Recent studies have shown the benefits of using a combination of s-NSAIDs and PPIs in the treatment of NSAID-induced gastropathy, either alone or in combination with other drugs [20]. The efficacy of this combination has been confirmed by clinical trials, including VENUS and PLUTO. Within these studies, involving 1469 patients at high risk of gastrointestinal complications who took n-NSAIDs or COX-2 inhibitors in combination with esomeprazole or a placebo for 6 months, it was found that the use of the PPI esomeprazole at doses of 20 and 40 mg/day has an effective impact [14]. Due to its isomeric composition, esomeprazole possesses higher efficacy, faster onset of action, and longer duration of impact compared to omeprazole [30].

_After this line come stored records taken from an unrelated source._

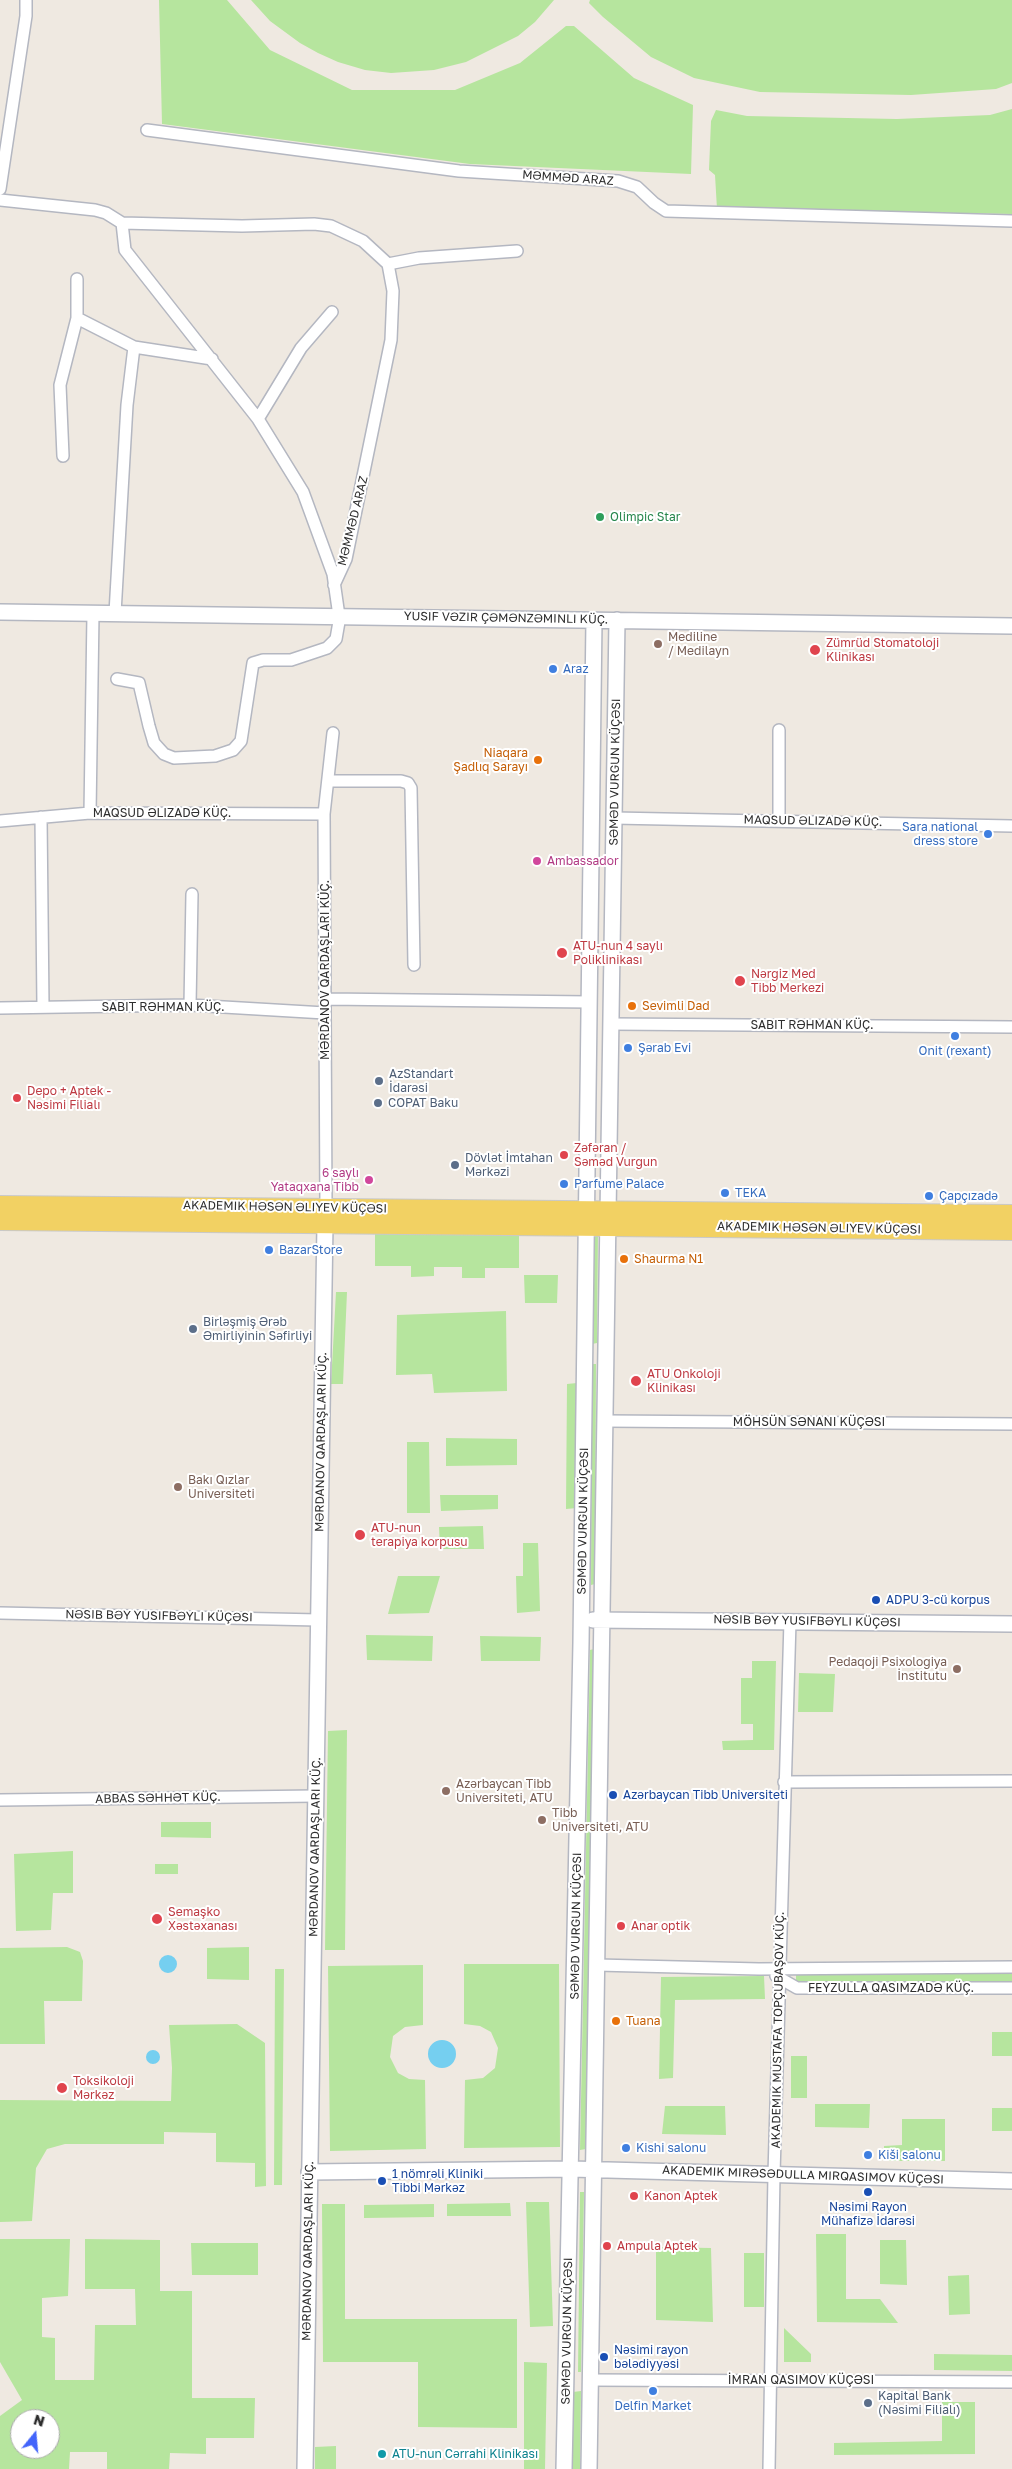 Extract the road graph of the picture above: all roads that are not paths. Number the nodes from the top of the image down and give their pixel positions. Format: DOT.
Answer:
graph roads {
  1 [pos="26,0"];
  2 [pos="147,130"];
  3 [pos="0,189"];
  4 [pos="0,200"];
  5 [pos="1012,221"];
  6 [pos="122,223"];
  7 [pos="517,251"];
  8 [pos="388,264"];
  9 [pos="77,279"];
  10 [pos="332,312"];
  11 [pos="78,318"];
  12 [pos="134,347"];
  13 [pos="212,359"];
  14 [pos="258,419"];
  15 [pos="63,456"];
  16 [pos="334,585"];
  17 [pos="0,612"];
  18 [pos="115,613"];
  19 [pos="93,614"];
  20 [pos="340,616"];
  21 [pos="594,620"];
  22 [pos="617,620"];
  23 [pos="1012,626"];
  24 [pos="117,679"];
  25 [pos="779,730"];
  26 [pos="333,732"];
  27 [pos="328,781"];
  28 [pos="90,812"];
  29 [pos="324,814"];
  30 [pos="41,817"];
  31 [pos="614,818"];
  32 [pos="0,821"];
  33 [pos="779,821"];
  34 [pos="1012,826"];
  35 [pos="192,894"];
  36 [pos="414,965"];
  37 [pos="326,999"];
  38 [pos="589,1002"];
  39 [pos="190,1005"];
  40 [pos="43,1007"];
  41 [pos="0,1008"];
  42 [pos="325,1013"];
  43 [pos="611,1024"];
  44 [pos="1012,1027"];
  45 [pos="0,1205"];
  46 [pos="1012,1214"];
  47 [pos="325,1216"];
  48 [pos="580,1216"];
  49 [pos="608,1216"];
  50 [pos="626,1218"];
  51 [pos="0,1220"];
  52 [pos="1012,1231"];
  53 [pos="584,1356"];
  54 [pos="606,1356"];
  55 [pos="605,1421"];
  56 [pos="1012,1424"];
  57 [pos="0,1613"];
  58 [pos="602,1619"];
  59 [pos="318,1620"];
  60 [pos="790,1621"];
  61 [pos="1012,1624"];
  62 [pos="581,1635"];
  63 [pos="1012,1781"];
  64 [pos="784,1782"];
  65 [pos="316,1796"];
  66 [pos="0,1800"];
  67 [pos="597,1965"];
  68 [pos="1012,1967"];
  69 [pos="779,1974"];
  70 [pos="1012,1988"];
  71 [pos="571,2169"];
  72 [pos="594,2170"];
  73 [pos="309,2172"];
  74 [pos="774,2174"];
  75 [pos="1012,2181"];
  76 [pos="771,2379"];
  77 [pos="566,2380"];
  78 [pos="591,2380"];
  79 [pos="1012,2382"];
  80 [pos="305,2469"];
  81 [pos="564,2469"];
  82 [pos="589,2469"];
  83 [pos="769,2469"];
  1 -- 3 [label="street"];
  2 -- 5 [label="street, MƏMMƏD ARAZ"];
  4 -- 6 [label="street"];
  6 -- 8 [label="street"];
  6 -- 13 [label="street"];
  7 -- 8 [label="street"];
  8 -- 16 [label="street, MƏMMƏD ARAZ"];
  9 -- 11 [label="street"];
  10 -- 14 [label="street"];
  11 -- 12 [label="street"];
  11 -- 15 [label="street"];
  12 -- 13 [label="street"];
  12 -- 18 [label="street"];
  13 -- 14 [label="street"];
  14 -- 16 [label="street"];
  16 -- 20 [label="street"];
  17 -- 19 [label="main road, YUSIF VƏZIR ÇƏMƏNZƏMINLI KÜÇ."];
  18 -- 19 [label="main road, YUSIF VƏZIR ÇƏMƏNZƏMINLI KÜÇ."];
  18 -- 20 [label="main road, YUSIF VƏZIR ÇƏMƏNZƏMINLI KÜÇ."];
  19 -- 28 [label="street"];
  20 -- 21 [label="main road, YUSIF VƏZIR ÇƏMƏNZƏMINLI KÜÇ."];
  20 -- 24 [label="street"];
  21 -- 22 [label="main road, YUSIF VƏZIR ÇƏMƏNZƏMINLI KÜÇ."];
  21 -- 38 [label="main road, SƏMƏD VURĞUN KÜÇƏSI"];
  22 -- 23 [label="main road, YUSIF VƏZIR ÇƏMƏNZƏMINLI KÜÇ."];
  22 -- 31 [label="main road, SƏMƏD VURĞUN KÜÇƏSI"];
  25 -- 33 [label="street"];
  26 -- 27 [label="street"];
  27 -- 29 [label="street"];
  27 -- 36 [label="street"];
  28 -- 29 [label="street, MAQSUD ƏLIZADƏ KÜÇ."];
  28 -- 30 [label="street, MAQSUD ƏLIZADƏ KÜÇ."];
  29 -- 37 [label="street"];
  30 -- 32 [label="street, MAQSUD ƏLIZADƏ KÜÇ."];
  30 -- 40 [label="street"];
  31 -- 33 [label="street, MAQSUD ƏLIZADƏ KÜÇ."];
  31 -- 43 [label="main road, SƏMƏD VURĞUN KÜÇƏSI"];
  33 -- 34 [label="street, MAQSUD ƏLIZADƏ KÜÇ."];
  35 -- 39 [label="street"];
  37 -- 38 [label="street"];
  37 -- 42 [label="street"];
  38 -- 48 [label="main road, SƏMƏD VURĞUN KÜÇƏSI"];
  39 -- 40 [label="street, SABIT RƏHMAN KÜÇ."];
  39 -- 42 [label="street, SABIT RƏHMAN KÜÇ."];
  40 -- 41 [label="street, SABIT RƏHMAN KÜÇ."];
  42 -- 47 [label="street"];
  43 -- 44 [label="street, SABIT RƏHMAN KÜÇ."];
  43 -- 49 [label="main road, SƏMƏD VURĞUN KÜÇƏSI"];
  45 -- 47 [label="main road, AKADEMIK HƏSƏN ƏLIYEV KÜÇƏSI"];
  46 -- 50 [label="main road, AKADEMIK HƏSƏN ƏLIYEV KÜÇƏSI"];
  47 -- 48 [label="main road, AKADEMIK HƏSƏN ƏLIYEV KÜÇƏSI"];
  47 -- 51 [label="main road, AKADEMIK HƏSƏN ƏLIYEV KÜÇƏSI"];
  47 -- 59 [label="main road"];
  48 -- 49 [label="main road, AKADEMIK HƏSƏN ƏLIYEV KÜÇƏSI"];
  48 -- 53 [label="main road, SƏMƏD VURĞUN KÜÇƏSI"];
  49 -- 50 [label="main road, AKADEMIK HƏSƏN ƏLIYEV KÜÇƏSI"];
  49 -- 54 [label="main road, SƏMƏD VURĞUN KÜÇƏSI"];
  50 -- 52 [label="main road, AKADEMIK HƏSƏN ƏLIYEV KÜÇƏSI"];
  53 -- 54 [label="main road"];
  53 -- 62 [label="main road, SƏMƏD VURĞUN KÜÇƏSI"];
  54 -- 55 [label="main road, SƏMƏD VURĞUN KÜÇƏSI"];
  55 -- 56 [label="street, MÖHSÜN SƏNANI KÜÇƏSI"];
  55 -- 58 [label="main road, SƏMƏD VURĞUN KÜÇƏSI"];
  57 -- 59 [label="street, NƏSIB BƏY YUSIFBƏYLI KÜÇƏSI"];
  58 -- 60 [label="main road, NƏSIB BƏY YUSIFBƏYLI KÜÇƏSI"];
  58 -- 62 [label="main road"];
  58 -- 67 [label="main road, SƏMƏD VURĞUN KÜÇƏSI"];
  59 -- 65 [label="main road"];
  60 -- 61 [label="main road, NƏSIB BƏY YUSIFBƏYLI KÜÇƏSI"];
  60 -- 64 [label="street, AKADEMIK MUSTAFA TOPÇUBAŞOV KÜÇ."];
  62 -- 71 [label="main road, SƏMƏD VURĞUN KÜÇƏSI"];
  63 -- 64 [label="street"];
  64 -- 69 [label="street, AKADEMIK MUSTAFA TOPÇUBAŞOV KÜÇ."];
  65 -- 66 [label="street, ABBAS SƏHHƏT KÜÇ."];
  65 -- 73 [label="main road"];
  67 -- 69 [label="street"];
  67 -- 72 [label="main road, SƏMƏD VURĞUN KÜÇƏSI"];
  68 -- 69 [label="street"];
  69 -- 70 [label="street"];
  69 -- 74 [label="street, AKADEMIK MUSTAFA TOPÇUBAŞOV KÜÇ."];
  71 -- 72 [label="main road"];
  71 -- 73 [label="main road"];
  71 -- 77 [label="main road, SƏMƏD VURĞUN KÜÇƏSI"];
  72 -- 74 [label="main road"];
  72 -- 78 [label="main road, SƏMƏD VURĞUN KÜÇƏSI"];
  73 -- 80 [label="main road"];
  74 -- 75 [label="main road"];
  74 -- 76 [label="street, AKADEMIK MUSTAFA TOPÇUBAŞOV KÜÇ."];
  76 -- 78 [label="street"];
  76 -- 79 [label="street"];
  76 -- 83 [label="street, AKADEMIK MUSTAFA TOPÇUBAŞOV KÜÇ."];
  77 -- 78 [label="main road"];
  77 -- 81 [label="main road, SƏMƏD VURĞUN KÜÇƏSI"];
  78 -- 82 [label="main road, SƏMƏD VURĞUN KÜÇƏSI"];
}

The combination of s-NSAIDs and PPIs demonstrates a lower likelihood of NSAID-induced gastropathy compared to the combination of COX-2 inhibitors and PPIs [14].

The following study, involving 441 patients with a history of gastrointestinal bleeding, was divided into two groups: one group was prescribed celecoxib at a dose of 400 mg/day, while patients in the second group received celecoxib 400 mg/day along with esomeprazole 20 mg for one year. The results showed that recurrence of bleeding occurred in 8.9% of patients in the first group, whereas those receiving combination therapy did not experience recurrences (p<0.001). These findings suggest that the combination of s-NSAIDs and PPIs is an optimal treatment method for patients at high risk of gastrointestinal bleeding [6].

In recent years, scientific literature has been increasingly enriched with a greater number of articles dedicated to the anti-ulcer properties of zinc [15,26]. The cytoprotective mechanisms of zinc on the GIT may be attributed to various factors, including lipid peroxidation, apoptosis processes, nucleic acid synthesis, and prostaglandin synthesis [25,29]. Studies indicate the necessity for a more in-depth exploration of the relationship between inflammatory and destructive processes in the mucous membranes of the gastrointestinal tract and the levels of zinc in the human body. This, overall, contributes additional insights to the therapy of NSAID-induced gastropathies. Conclusion: Considering the fact that NSAIDs have remained the first choice for pain and inflammation treatment for many years, complete discontinuation becomes a challenging task in practice, especially for patients with chronic musculoskeletal disorders, including OA. Therefore, physicians need to exercise caution when prescribing NSAIDs to ensure maximum treatment effectiveness and minimize side effects. Assessing the patients' condition and identifying risk factors before initiating NSAID therapy can significantly reduce the risk of NSAID-induced gastropathy [7,16]. Periodic gastroscopic monitoring is recommended, especially in the early stages of treatment (first 2 months), for effective control and prevention of serious complications, particularly for those with one or several risk factors [27].

Currently, there are several international and regional guidelines that doctors follow in the treatment of GIT complications induced by NSAID use [2,11,13]. However, none of these guidelines adequately focuses on the management of patients with NSAID-induced gastropathy. This emphasizes the need for specialized clinical guidelines for physicians dealing with NSAID-induced gastropathy, especially in developing countries.